» EXERCISE DIRECTIONS
Check every line of the data for the word "Glenmere", and copy those that have it.

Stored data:
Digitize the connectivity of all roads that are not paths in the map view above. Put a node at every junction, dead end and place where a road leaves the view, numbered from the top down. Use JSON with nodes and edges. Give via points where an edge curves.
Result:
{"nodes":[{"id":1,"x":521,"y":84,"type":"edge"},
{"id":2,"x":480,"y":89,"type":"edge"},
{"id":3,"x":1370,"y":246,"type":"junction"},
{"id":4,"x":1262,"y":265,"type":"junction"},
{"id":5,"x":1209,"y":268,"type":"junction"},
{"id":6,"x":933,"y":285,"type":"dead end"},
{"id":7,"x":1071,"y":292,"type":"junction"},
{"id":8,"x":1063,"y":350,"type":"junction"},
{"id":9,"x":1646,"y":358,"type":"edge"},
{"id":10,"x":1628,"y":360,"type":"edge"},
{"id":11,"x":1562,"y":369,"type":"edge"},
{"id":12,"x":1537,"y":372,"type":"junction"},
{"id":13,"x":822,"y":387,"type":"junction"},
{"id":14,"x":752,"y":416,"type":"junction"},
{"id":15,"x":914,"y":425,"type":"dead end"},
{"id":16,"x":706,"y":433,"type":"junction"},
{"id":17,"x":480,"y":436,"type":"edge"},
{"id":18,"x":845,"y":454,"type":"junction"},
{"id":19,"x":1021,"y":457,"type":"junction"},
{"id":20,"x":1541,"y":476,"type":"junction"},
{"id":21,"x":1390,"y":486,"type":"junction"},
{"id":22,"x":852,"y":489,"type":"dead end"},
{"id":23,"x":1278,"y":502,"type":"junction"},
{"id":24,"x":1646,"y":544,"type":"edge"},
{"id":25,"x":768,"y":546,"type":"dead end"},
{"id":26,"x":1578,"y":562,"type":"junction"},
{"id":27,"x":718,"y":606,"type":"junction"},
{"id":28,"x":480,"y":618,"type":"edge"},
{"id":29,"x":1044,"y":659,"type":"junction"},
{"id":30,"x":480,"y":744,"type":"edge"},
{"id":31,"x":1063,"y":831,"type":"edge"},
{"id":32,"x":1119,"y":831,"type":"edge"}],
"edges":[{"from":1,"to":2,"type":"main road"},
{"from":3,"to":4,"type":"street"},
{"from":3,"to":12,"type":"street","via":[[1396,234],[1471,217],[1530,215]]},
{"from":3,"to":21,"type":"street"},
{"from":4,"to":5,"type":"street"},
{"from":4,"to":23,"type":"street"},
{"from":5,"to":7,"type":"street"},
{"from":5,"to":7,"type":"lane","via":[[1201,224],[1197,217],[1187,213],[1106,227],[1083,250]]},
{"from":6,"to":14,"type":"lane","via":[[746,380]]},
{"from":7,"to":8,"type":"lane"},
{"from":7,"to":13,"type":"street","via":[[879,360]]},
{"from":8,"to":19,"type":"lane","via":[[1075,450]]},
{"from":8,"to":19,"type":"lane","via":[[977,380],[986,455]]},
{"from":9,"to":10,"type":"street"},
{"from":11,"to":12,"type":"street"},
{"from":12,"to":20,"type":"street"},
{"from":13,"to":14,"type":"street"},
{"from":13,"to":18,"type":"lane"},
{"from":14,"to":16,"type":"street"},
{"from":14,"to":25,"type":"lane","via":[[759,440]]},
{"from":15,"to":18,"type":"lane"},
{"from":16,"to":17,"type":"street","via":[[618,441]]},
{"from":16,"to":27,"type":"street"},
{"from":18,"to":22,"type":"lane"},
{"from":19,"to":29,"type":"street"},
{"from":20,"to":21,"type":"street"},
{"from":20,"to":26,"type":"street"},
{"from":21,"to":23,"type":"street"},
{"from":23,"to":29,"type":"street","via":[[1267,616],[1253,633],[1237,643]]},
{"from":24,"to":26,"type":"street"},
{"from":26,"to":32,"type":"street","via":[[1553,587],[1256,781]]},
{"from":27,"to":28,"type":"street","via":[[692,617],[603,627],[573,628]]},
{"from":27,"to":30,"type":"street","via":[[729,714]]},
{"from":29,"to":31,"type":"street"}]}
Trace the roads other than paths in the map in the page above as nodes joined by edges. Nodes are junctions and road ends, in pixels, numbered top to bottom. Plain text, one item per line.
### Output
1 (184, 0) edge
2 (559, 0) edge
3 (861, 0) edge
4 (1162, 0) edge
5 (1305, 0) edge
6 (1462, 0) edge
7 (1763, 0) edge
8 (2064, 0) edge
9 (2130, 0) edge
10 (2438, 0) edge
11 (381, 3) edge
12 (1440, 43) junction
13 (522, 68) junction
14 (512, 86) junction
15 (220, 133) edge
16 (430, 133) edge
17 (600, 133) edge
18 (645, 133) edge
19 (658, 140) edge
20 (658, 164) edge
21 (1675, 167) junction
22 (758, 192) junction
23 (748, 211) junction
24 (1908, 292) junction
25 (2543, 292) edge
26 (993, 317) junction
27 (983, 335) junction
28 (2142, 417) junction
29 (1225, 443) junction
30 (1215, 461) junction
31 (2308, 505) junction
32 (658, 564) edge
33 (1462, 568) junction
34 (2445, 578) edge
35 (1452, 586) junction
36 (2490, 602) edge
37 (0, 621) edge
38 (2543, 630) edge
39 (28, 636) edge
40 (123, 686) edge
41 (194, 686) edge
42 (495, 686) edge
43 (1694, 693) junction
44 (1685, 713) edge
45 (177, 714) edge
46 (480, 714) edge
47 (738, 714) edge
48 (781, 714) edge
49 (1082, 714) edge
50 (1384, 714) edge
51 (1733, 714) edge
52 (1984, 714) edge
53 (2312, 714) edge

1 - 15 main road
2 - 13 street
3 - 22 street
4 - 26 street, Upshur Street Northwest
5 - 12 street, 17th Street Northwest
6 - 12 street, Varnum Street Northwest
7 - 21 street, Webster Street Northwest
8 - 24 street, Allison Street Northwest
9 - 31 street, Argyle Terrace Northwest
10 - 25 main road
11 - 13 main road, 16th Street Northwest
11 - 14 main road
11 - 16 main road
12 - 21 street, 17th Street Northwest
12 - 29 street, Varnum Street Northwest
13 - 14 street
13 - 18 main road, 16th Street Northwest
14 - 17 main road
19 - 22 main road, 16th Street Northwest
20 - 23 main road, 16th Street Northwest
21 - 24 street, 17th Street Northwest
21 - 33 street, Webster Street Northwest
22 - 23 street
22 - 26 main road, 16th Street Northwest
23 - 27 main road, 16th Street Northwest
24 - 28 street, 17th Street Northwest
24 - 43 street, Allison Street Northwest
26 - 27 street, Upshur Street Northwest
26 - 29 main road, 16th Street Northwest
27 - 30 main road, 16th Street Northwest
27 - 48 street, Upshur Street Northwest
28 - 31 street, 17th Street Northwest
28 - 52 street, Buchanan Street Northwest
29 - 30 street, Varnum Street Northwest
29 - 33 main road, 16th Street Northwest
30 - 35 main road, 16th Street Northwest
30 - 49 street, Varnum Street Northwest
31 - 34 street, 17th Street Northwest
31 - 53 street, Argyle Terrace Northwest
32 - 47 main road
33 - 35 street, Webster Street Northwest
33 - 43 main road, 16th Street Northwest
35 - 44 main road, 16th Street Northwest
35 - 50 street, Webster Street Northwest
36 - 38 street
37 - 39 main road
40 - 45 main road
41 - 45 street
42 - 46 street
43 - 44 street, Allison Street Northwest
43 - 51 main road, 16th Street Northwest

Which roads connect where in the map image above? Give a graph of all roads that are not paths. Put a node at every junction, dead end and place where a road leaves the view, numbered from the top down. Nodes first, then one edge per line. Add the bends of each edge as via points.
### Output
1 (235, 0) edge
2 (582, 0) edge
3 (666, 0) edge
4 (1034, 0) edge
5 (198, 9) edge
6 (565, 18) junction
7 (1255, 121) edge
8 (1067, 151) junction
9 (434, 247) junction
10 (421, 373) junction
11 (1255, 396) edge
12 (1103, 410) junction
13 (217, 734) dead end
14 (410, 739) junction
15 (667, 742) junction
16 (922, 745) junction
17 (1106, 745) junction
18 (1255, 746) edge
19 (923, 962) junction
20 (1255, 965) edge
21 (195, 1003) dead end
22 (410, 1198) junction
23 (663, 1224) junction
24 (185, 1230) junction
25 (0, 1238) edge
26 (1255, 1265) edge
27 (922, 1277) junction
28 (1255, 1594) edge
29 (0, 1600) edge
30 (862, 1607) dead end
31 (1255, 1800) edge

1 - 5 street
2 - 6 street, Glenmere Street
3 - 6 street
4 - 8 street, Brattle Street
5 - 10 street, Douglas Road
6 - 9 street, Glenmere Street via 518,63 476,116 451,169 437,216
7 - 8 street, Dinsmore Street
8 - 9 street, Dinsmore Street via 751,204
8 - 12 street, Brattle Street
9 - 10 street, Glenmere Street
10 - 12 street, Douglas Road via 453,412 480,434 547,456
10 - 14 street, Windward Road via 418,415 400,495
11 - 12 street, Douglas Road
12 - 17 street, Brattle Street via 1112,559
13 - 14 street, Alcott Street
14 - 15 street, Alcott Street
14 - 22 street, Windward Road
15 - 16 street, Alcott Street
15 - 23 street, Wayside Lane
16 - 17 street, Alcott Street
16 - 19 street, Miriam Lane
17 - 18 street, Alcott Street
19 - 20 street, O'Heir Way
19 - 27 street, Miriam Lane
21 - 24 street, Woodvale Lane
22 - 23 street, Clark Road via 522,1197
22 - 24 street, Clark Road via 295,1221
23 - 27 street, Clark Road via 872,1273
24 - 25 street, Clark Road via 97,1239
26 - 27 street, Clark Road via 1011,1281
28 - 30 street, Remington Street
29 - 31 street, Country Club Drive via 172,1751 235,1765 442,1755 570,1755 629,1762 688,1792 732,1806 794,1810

» OUTPUT BELOW
2 - 6 street, Glenmere Street
6 - 9 street, Glenmere Street via 518,63 476,116 451,169 437,216
9 - 10 street, Glenmere Street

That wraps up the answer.